§ DATA SECTION
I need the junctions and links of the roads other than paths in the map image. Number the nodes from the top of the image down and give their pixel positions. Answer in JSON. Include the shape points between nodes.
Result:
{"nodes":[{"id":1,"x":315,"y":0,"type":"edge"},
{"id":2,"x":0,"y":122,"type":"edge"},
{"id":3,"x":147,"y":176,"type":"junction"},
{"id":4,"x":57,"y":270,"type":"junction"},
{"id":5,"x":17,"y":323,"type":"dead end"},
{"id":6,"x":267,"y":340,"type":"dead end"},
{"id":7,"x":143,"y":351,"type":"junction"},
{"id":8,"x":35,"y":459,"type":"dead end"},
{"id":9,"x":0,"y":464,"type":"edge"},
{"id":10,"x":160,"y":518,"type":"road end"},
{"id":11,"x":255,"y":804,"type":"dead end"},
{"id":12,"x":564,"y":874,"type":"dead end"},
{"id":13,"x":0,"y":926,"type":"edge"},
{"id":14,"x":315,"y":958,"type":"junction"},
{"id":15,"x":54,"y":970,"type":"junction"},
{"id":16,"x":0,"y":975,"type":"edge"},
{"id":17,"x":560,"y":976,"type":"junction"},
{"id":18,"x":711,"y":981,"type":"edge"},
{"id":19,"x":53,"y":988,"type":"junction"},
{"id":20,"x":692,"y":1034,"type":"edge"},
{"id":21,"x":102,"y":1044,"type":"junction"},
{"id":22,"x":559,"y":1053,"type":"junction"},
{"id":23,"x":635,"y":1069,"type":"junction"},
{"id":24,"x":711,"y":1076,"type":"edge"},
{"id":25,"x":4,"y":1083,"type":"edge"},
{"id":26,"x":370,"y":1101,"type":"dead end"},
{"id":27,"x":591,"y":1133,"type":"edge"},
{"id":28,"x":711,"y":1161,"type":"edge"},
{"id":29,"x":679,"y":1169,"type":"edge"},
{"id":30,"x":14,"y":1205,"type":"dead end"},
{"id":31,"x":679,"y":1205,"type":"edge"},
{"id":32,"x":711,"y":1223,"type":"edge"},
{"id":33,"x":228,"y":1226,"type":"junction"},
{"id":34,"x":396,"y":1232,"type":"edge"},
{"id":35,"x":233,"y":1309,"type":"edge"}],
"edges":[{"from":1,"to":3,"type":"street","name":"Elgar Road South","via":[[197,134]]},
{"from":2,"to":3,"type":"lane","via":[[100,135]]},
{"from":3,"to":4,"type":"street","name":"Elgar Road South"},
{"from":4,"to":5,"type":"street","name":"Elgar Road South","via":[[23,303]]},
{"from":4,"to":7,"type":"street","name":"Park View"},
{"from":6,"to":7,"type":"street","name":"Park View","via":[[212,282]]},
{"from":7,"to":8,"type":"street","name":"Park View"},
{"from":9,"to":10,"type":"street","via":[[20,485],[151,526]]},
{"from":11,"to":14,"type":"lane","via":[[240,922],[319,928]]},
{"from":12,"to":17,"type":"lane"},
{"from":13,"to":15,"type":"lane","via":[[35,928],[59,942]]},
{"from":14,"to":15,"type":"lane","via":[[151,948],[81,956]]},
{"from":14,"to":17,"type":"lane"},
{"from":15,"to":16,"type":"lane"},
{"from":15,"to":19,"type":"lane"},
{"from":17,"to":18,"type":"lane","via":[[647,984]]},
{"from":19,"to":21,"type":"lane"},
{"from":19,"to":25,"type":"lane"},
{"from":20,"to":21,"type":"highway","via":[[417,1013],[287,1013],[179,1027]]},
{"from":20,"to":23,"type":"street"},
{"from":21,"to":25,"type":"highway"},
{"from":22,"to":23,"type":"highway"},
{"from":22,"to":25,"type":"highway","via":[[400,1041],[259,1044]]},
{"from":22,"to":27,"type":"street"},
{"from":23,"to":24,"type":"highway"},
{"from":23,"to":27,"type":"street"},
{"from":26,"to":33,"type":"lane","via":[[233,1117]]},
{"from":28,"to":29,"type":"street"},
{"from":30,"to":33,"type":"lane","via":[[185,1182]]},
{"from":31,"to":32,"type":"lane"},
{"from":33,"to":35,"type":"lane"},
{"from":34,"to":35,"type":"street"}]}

§ DESCRIPTION OF THE TASK
Return every entry exactly as given.

§ REPLY
I need the junctions and links of the roads other than paths in the map image. Number the nodes from the top of the image down and give their pixel positions. Answer in JSON. Include the shape points between nodes.
Result:
{"nodes":[{"id":1,"x":315,"y":0,"type":"edge"},
{"id":2,"x":0,"y":122,"type":"edge"},
{"id":3,"x":147,"y":176,"type":"junction"},
{"id":4,"x":57,"y":270,"type":"junction"},
{"id":5,"x":17,"y":323,"type":"dead end"},
{"id":6,"x":267,"y":340,"type":"dead end"},
{"id":7,"x":143,"y":351,"type":"junction"},
{"id":8,"x":35,"y":459,"type":"dead end"},
{"id":9,"x":0,"y":464,"type":"edge"},
{"id":10,"x":160,"y":518,"type":"road end"},
{"id":11,"x":255,"y":804,"type":"dead end"},
{"id":12,"x":564,"y":874,"type":"dead end"},
{"id":13,"x":0,"y":926,"type":"edge"},
{"id":14,"x":315,"y":958,"type":"junction"},
{"id":15,"x":54,"y":970,"type":"junction"},
{"id":16,"x":0,"y":975,"type":"edge"},
{"id":17,"x":560,"y":976,"type":"junction"},
{"id":18,"x":711,"y":981,"type":"edge"},
{"id":19,"x":53,"y":988,"type":"junction"},
{"id":20,"x":692,"y":1034,"type":"edge"},
{"id":21,"x":102,"y":1044,"type":"junction"},
{"id":22,"x":559,"y":1053,"type":"junction"},
{"id":23,"x":635,"y":1069,"type":"junction"},
{"id":24,"x":711,"y":1076,"type":"edge"},
{"id":25,"x":4,"y":1083,"type":"edge"},
{"id":26,"x":370,"y":1101,"type":"dead end"},
{"id":27,"x":591,"y":1133,"type":"edge"},
{"id":28,"x":711,"y":1161,"type":"edge"},
{"id":29,"x":679,"y":1169,"type":"edge"},
{"id":30,"x":14,"y":1205,"type":"dead end"},
{"id":31,"x":679,"y":1205,"type":"edge"},
{"id":32,"x":711,"y":1223,"type":"edge"},
{"id":33,"x":228,"y":1226,"type":"junction"},
{"id":34,"x":396,"y":1232,"type":"edge"},
{"id":35,"x":233,"y":1309,"type":"edge"}],
"edges":[{"from":1,"to":3,"type":"street","name":"Elgar Road South","via":[[197,134]]},
{"from":2,"to":3,"type":"lane","via":[[100,135]]},
{"from":3,"to":4,"type":"street","name":"Elgar Road South"},
{"from":4,"to":5,"type":"street","name":"Elgar Road South","via":[[23,303]]},
{"from":4,"to":7,"type":"street","name":"Park View"},
{"from":6,"to":7,"type":"street","name":"Park View","via":[[212,282]]},
{"from":7,"to":8,"type":"street","name":"Park View"},
{"from":9,"to":10,"type":"street","via":[[20,485],[151,526]]},
{"from":11,"to":14,"type":"lane","via":[[240,922],[319,928]]},
{"from":12,"to":17,"type":"lane"},
{"from":13,"to":15,"type":"lane","via":[[35,928],[59,942]]},
{"from":14,"to":15,"type":"lane","via":[[151,948],[81,956]]},
{"from":14,"to":17,"type":"lane"},
{"from":15,"to":16,"type":"lane"},
{"from":15,"to":19,"type":"lane"},
{"from":17,"to":18,"type":"lane","via":[[647,984]]},
{"from":19,"to":21,"type":"lane"},
{"from":19,"to":25,"type":"lane"},
{"from":20,"to":21,"type":"highway","via":[[417,1013],[287,1013],[179,1027]]},
{"from":20,"to":23,"type":"street"},
{"from":21,"to":25,"type":"highway"},
{"from":22,"to":23,"type":"highway"},
{"from":22,"to":25,"type":"highway","via":[[400,1041],[259,1044]]},
{"from":22,"to":27,"type":"street"},
{"from":23,"to":24,"type":"highway"},
{"from":23,"to":27,"type":"street"},
{"from":26,"to":33,"type":"lane","via":[[233,1117]]},
{"from":28,"to":29,"type":"street"},
{"from":30,"to":33,"type":"lane","via":[[185,1182]]},
{"from":31,"to":32,"type":"lane"},
{"from":33,"to":35,"type":"lane"},
{"from":34,"to":35,"type":"street"}]}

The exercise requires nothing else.